Input data:
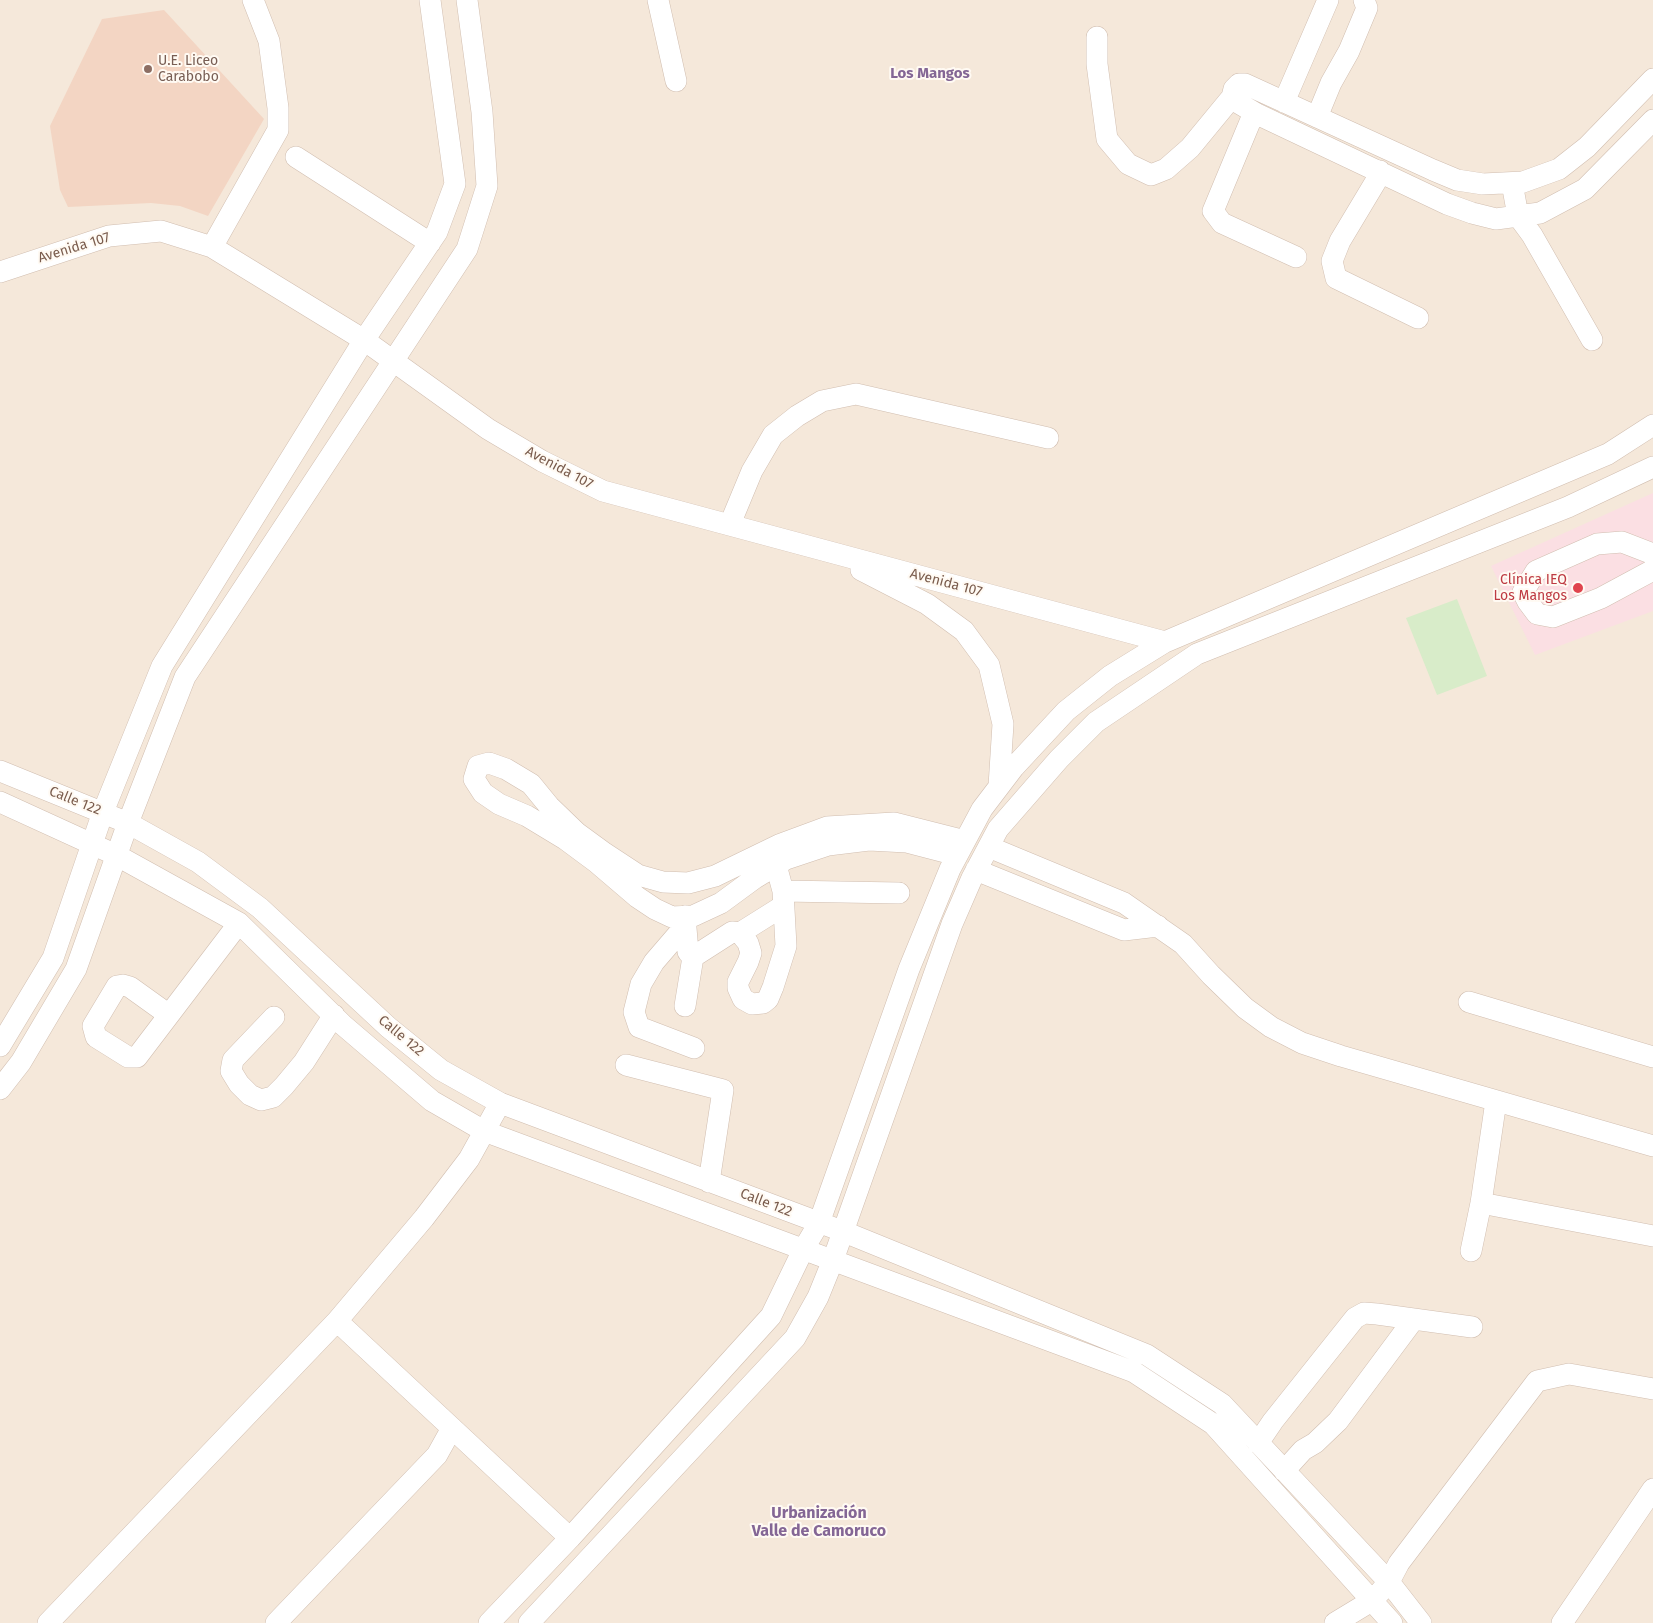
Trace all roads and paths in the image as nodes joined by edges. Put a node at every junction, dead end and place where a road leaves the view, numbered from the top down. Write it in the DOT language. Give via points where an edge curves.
graph roads {
  1 [pos="253,0"];
  2 [pos="430,0"];
  3 [pos="467,0"];
  4 [pos="658,0"];
  5 [pos="1328,0"];
  6 [pos="1364,0"];
  7 [pos="1097,37"];
  8 [pos="1653,79"];
  9 [pos="676,81"];
  10 [pos="1232,97"];
  11 [pos="1284,102"];
  12 [pos="1257,114"];
  13 [pos="1316,117"];
  14 [pos="1653,120"];
  15 [pos="296,157"];
  16 [pos="1380,171"];
  17 [pos="1512,183"];
  18 [pos="1518,216"];
  19 [pos="430,243"];
  20 [pos="212,247"];
  21 [pos="1296,257"];
  22 [pos="0,272"];
  23 [pos="1418,318"];
  24 [pos="364,340"];
  25 [pos="1592,340"];
  26 [pos="392,361"];
  27 [pos="1645,430"];
  28 [pos="1048,438"];
  29 [pos="1653,469"];
  30 [pos="730,524"];
  31 [pos="825,552"];
  32 [pos="1653,554"];
  33 [pos="1653,570"];
  34 [pos="1165,642"];
  35 [pos="0,770"];
  36 [pos="999,786"];
  37 [pos="543,799"];
  38 [pos="0,802"];
  39 [pos="103,812"];
  40 [pos="527,816"];
  41 [pos="128,823"];
  42 [pos="92,844"];
  43 [pos="989,847"];
  44 [pos="961,848"];
  45 [pos="116,855"];
  46 [pos="776,865"];
  47 [pos="976,870"];
  48 [pos="899,893"];
  49 [pos="783,899"];
  50 [pos="685,921"];
  51 [pos="239,922"];
  52 [pos="1158,926"];
  53 [pos="740,933"];
  54 [pos="693,957"];
  55 [pos="1469,1002"];
  56 [pos="685,1006"];
  57 [pos="169,1015"];
  58 [pos="334,1015"];
  59 [pos="274,1017"];
  60 [pos="0,1046"];
  61 [pos="694,1048"];
  62 [pos="1653,1057"];
  63 [pos="626,1065"];
  64 [pos="0,1089"];
  65 [pos="1496,1101"];
  66 [pos="500,1103"];
  67 [pos="484,1131"];
  68 [pos="1647,1141"];
  69 [pos="709,1182"];
  70 [pos="1481,1202"];
  71 [pos="819,1223"];
  72 [pos="842,1231"];
  73 [pos="1653,1236"];
  74 [pos="803,1250"];
  75 [pos="1471,1251"];
  76 [pos="833,1260"];
  77 [pos="1414,1319"];
  78 [pos="337,1321"];
  79 [pos="1472,1328"];
  80 [pos="1653,1389"];
  81 [pos="452,1428"];
  82 [pos="1258,1443"];
  83 [pos="1284,1471"];
  84 [pos="1653,1489"];
  85 [pos="604,1500"];
  86 [pos="625,1520"];
  87 [pos="570,1538"];
  88 [pos="1389,1582"];
  89 [pos="1373,1600"];
  90 [pos="48,1623"];
  91 [pos="276,1623"];
  92 [pos="489,1623"];
  93 [pos="529,1623"];
  94 [pos="1335,1623"];
  95 [pos="1392,1623"];
  96 [pos="1421,1623"];
  97 [pos="1562,1623"];
  1 -- 20 [label="street" via="269,41 278,130"];
  2 -- 19 [label="street" via="454,184"];
  3 -- 26 [label="street" via="482,112 487,186 467,249"];
  4 -- 9 [label="street"];
  5 -- 11 [label="street"];
  6 -- 13 [label="street" via="1367,8 1364,17"];
  7 -- 10 [label="street" via="1106,139 1128,164 1152,175 1190,148"];
  8 -- 17 [label="street" via="1587,147 1559,169"];
  10 -- 11 [label="street" via="1239,84 1245,84"];
  10 -- 12 [label="street"];
  11 -- 13 [label="street"];
  12 -- 16 [label="street"];
  12 -- 21 [label="street" via="1250,122 1213,211 1222,222"];
  13 -- 17 [label="street" via="1457,180 1484,184"];
  14 -- 18 [label="street" via="1585,189 1540,213"];
  15 -- 19 [label="street"];
  16 -- 18 [label="street" via="1446,204 1472,213 1496,219"];
  16 -- 23 [label="street" via="1332,261 1336,278"];
  17 -- 18 [label="street"];
  18 -- 25 [label="street"];
  19 -- 24 [label="street"];
  20 -- 22 [label="street, Avenida 107" via="162,231 109,236"];
  20 -- 24 [label="street, Avenida 107"];
  24 -- 26 [label="street, Avenida 107"];
  24 -- 39 [label="street" via="162,666"];
  26 -- 30 [label="street, Avenida 107" via="488,428 542,461 603,491"];
  26 -- 41 [label="street" via="185,678"];
  27 -- 29 [label="street"];
  27 -- 34 [label="street" via="1608,454"];
  28 -- 30 [label="street" via="856,394 822,401 773,435 752,471"];
  29 -- 43 [label="street" via="1568,507 1197,654 1096,722 1059,759 998,830"];
  30 -- 31 [label="street, Avenida 107"];
  31 -- 34 [label="street, Avenida 107"];
  31 -- 36 [label="street" via="926,604 964,631 989,665 1003,724"];
  32 -- 33 [label="street" via="1622,542 1597,544 1536,571 1523,592 1537,614 1553,618 1601,598"];
  34 -- 36 [label="street" via="1110,676 1066,711"];
  35 -- 39 [label="street, Calle 122"];
  36 -- 44 [label="street"];
  37 -- 40 [label="street"];
  37 -- 40 [label="street" via="531,784 506,769 489,763 478,766 474,779 483,793"];
  37 -- 44 [label="street" via="577,833 603,852 638,875 663,882 688,883 715,876 781,844 827,827 894,823"];
  38 -- 42 [label="street, Calle 122"];
  39 -- 41 [label="street, Calle 122"];
  39 -- 42 [label="street"];
  40 -- 50 [label="street" via="565,838 655,909"];
  41 -- 45 [label="street"];
  41 -- 66 [label="street, Calle 122" via="198,862 260,908 388,1027 441,1070"];
  42 -- 45 [label="street, Calle 122"];
  42 -- 60 [label="street" via="53,958"];
  43 -- 47 [label="street"];
  43 -- 52 [label="street" via="1124,903"];
  44 -- 46 [label="street" via="869,840 828,845"];
  44 -- 71 [label="street" via="909,969"];
  45 -- 51 [label="street, Calle 122"];
  45 -- 64 [label="street" via="76,969"];
  46 -- 49 [label="street"];
  46 -- 50 [label="street" via="721,903"];
  47 -- 52 [label="street" via="1124,930"];
  47 -- 72 [label="street" via="952,924"];
  48 -- 49 [label="street"];
  49 -- 53 [label="street"];
  49 -- 53 [label="street" via="786,946 773,988 763,1002 752,1004 743,999 738,988 751,953"];
  50 -- 54 [label="street" via="688,952"];
  50 -- 61 [label="street" via="641,984 634,1012 639,1027"];
  51 -- 57 [label="street"];
  51 -- 58 [label="street, Calle 122"];
  52 -- 65 [label="street" via="1184,944 1245,1008 1271,1027 1302,1043"];
  53 -- 54 [label="street" via="726,935"];
  54 -- 56 [label="street"];
  55 -- 62 [label="street"];
  58 -- 59 [label="street" via="304,1062 284,1086 273,1097 261,1100 250,1095 231,1071 233,1060"];
  58 -- 67 [label="street, Calle 122" via="432,1101"];
  63 -- 69 [label="street" via="723,1090"];
  65 -- 68 [label="street"];
  65 -- 70 [label="street"];
  66 -- 67 [label="street"];
  66 -- 69 [label="street, Calle 122"];
  67 -- 74 [label="street, Calle 122"];
  67 -- 78 [label="street" via="469,1159 430,1210"];
  69 -- 71 [label="street, Calle 122"];
  70 -- 73 [label="street"];
  70 -- 75 [label="street"];
  71 -- 72 [label="street, Calle 122"];
  71 -- 74 [label="street"];
  72 -- 76 [label="street"];
  72 -- 82 [label="street, Calle 122" via="1146,1355 1222,1404"];
  74 -- 76 [label="street, Calle 122"];
  74 -- 85 [label="street" via="771,1316"];
  76 -- 86 [label="street" via="818,1297 794,1338"];
  76 -- 89 [label="street, Calle 122" via="1134,1372 1213,1424"];
  77 -- 79 [label="street"];
  77 -- 82 [label="street" via="1370,1313 1355,1318"];
  77 -- 83 [label="street" via="1338,1421 1303,1450"];
  78 -- 81 [label="street"];
  78 -- 90 [label="street"];
  80 -- 88 [label="street" via="1569,1374 1538,1381"];
  81 -- 87 [label="street"];
  81 -- 91 [label="street" via="437,1455"];
  82 -- 83 [label="street, Calle 122"];
  83 -- 88 [label="street, Calle 122"];
  84 -- 97 [label="street"];
  85 -- 86 [label="street"];
  85 -- 87 [label="street"];
  86 -- 93 [label="street"];
  87 -- 92 [label="street"];
  88 -- 89 [label="street"];
  88 -- 96 [label="street, Calle 122"];
  89 -- 94 [label="street"];
  89 -- 95 [label="street, Calle 122"];
}
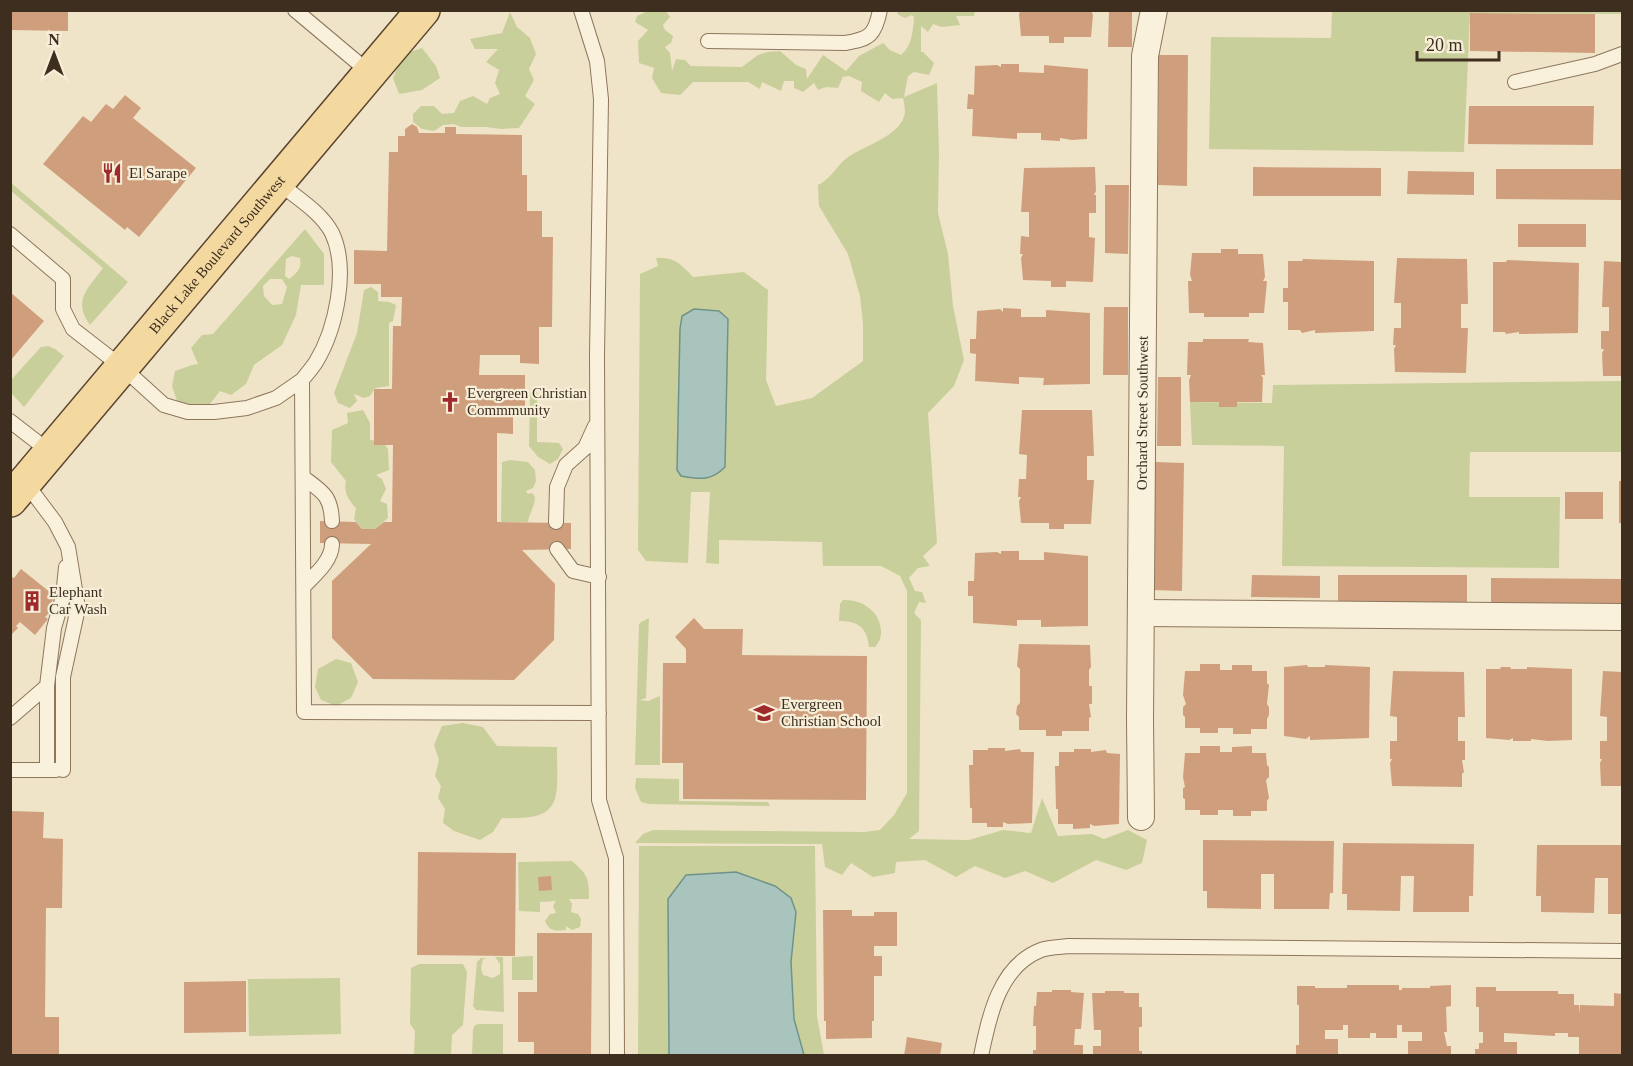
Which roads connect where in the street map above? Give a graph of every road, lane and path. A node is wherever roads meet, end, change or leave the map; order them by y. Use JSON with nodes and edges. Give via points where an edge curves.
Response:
{"nodes":[{"id":1,"x":423,"y":10,"type":"edge"},
{"id":2,"x":581,"y":10,"type":"edge"},
{"id":3,"x":880,"y":10,"type":"edge"},
{"id":4,"x":1154,"y":10,"type":"edge"},
{"id":5,"x":301,"y":12,"type":"edge"},
{"id":6,"x":708,"y":41,"type":"dead end"},
{"id":7,"x":1623,"y":54,"type":"edge"},
{"id":8,"x":370,"y":73,"type":"junction"},
{"id":9,"x":1515,"y":82,"type":"dead end"},
{"id":10,"x":279,"y":183,"type":"junction"},
{"id":11,"x":10,"y":234,"type":"edge"},
{"id":12,"x":123,"y":367,"type":"junction"},
{"id":13,"x":302,"y":380,"type":"junction"},
{"id":14,"x":10,"y":421,"type":"edge"},
{"id":15,"x":597,"y":421,"type":"junction"},
{"id":16,"x":50,"y":452,"type":"junction"},
{"id":17,"x":304,"y":478,"type":"junction"},
{"id":18,"x":18,"y":491,"type":"edge"},
{"id":19,"x":332,"y":521,"type":"dead end"},
{"id":20,"x":556,"y":522,"type":"dead end"},
{"id":21,"x":332,"y":544,"type":"dead end"},
{"id":22,"x":68,"y":547,"type":"junction"},
{"id":23,"x":556,"y":549,"type":"dead end"},
{"id":24,"x":599,"y":577,"type":"junction"},
{"id":25,"x":304,"y":585,"type":"junction"},
{"id":26,"x":1141,"y":613,"type":"junction"},
{"id":27,"x":1623,"y":617,"type":"edge"},
{"id":28,"x":47,"y":686,"type":"junction"},
{"id":29,"x":599,"y":714,"type":"junction"},
{"id":30,"x":10,"y":718,"type":"edge"},
{"id":31,"x":10,"y":770,"type":"edge"},
{"id":32,"x":47,"y":770,"type":"junction"},
{"id":33,"x":1141,"y":817,"type":"dead end"},
{"id":34,"x":1623,"y":951,"type":"edge"},
{"id":35,"x":617,"y":1056,"type":"edge"},
{"id":36,"x":981,"y":1056,"type":"edge"}],
"edges":[{"from":1,"to":8,"type":"main road","name":"Black Lake Boulevard Southwest"},
{"from":2,"to":15,"type":"lane","via":[[597,61],[601,99]]},
{"from":3,"to":6,"type":"lane","via":[[876,29],[862,40]]},
{"from":4,"to":26,"type":"street","name":"Orchard Street Southwest","via":[[1145,56]]},
{"from":5,"to":8,"type":"lane"},
{"from":7,"to":9,"type":"lane"},
{"from":8,"to":10,"type":"main road","name":"Black Lake Boulevard Southwest"},
{"from":10,"to":12,"type":"main road","name":"Black Lake Boulevard Southwest"},
{"from":10,"to":13,"type":"lane","via":[[318,215],[331,232],[338,251],[340,281],[330,331],[317,361]]},
{"from":11,"to":12,"type":"lane","via":[[63,279],[63,309],[73,329]]},
{"from":12,"to":13,"type":"lane","via":[[164,405],[188,412],[247,408],[276,398]]},
{"from":12,"to":16,"type":"main road","name":"Black Lake Boulevard Southwest"},
{"from":13,"to":17,"type":"lane"},
{"from":14,"to":16,"type":"lane"},
{"from":15,"to":20,"type":"lane","via":[[585,448],[562,472],[556,487]]},
{"from":15,"to":24,"type":"lane"},
{"from":16,"to":18,"type":"main road","name":"Black Lake Boulevard Southwest"},
{"from":17,"to":19,"type":"lane","via":[[332,506]]},
{"from":17,"to":25,"type":"lane"},
{"from":18,"to":22,"type":"lane","via":[[55,522]]},
{"from":21,"to":25,"type":"lane","via":[[321,569]]},
{"from":22,"to":28,"type":"lane"},
{"from":22,"to":32,"type":"lane","via":[[78,608],[63,677],[66,770]]},
{"from":23,"to":24,"type":"lane","via":[[573,571]]},
{"from":24,"to":29,"type":"lane"},
{"from":25,"to":29,"type":"lane","via":[[304,712]]},
{"from":26,"to":27,"type":"street"},
{"from":26,"to":33,"type":"street","name":"Orchard Street Southwest"},
{"from":28,"to":30,"type":"lane"},
{"from":28,"to":32,"type":"lane"},
{"from":29,"to":35,"type":"lane","via":[[599,800],[616,858]]},
{"from":31,"to":32,"type":"lane"},
{"from":34,"to":36,"type":"lane","via":[[1080,946],[1041,950],[1019,964],[1003,984],[994,1003]]}]}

Problem to solve: How many lines of the entries hold the word "nodes"? Respond with the number alone.

Task solution: 3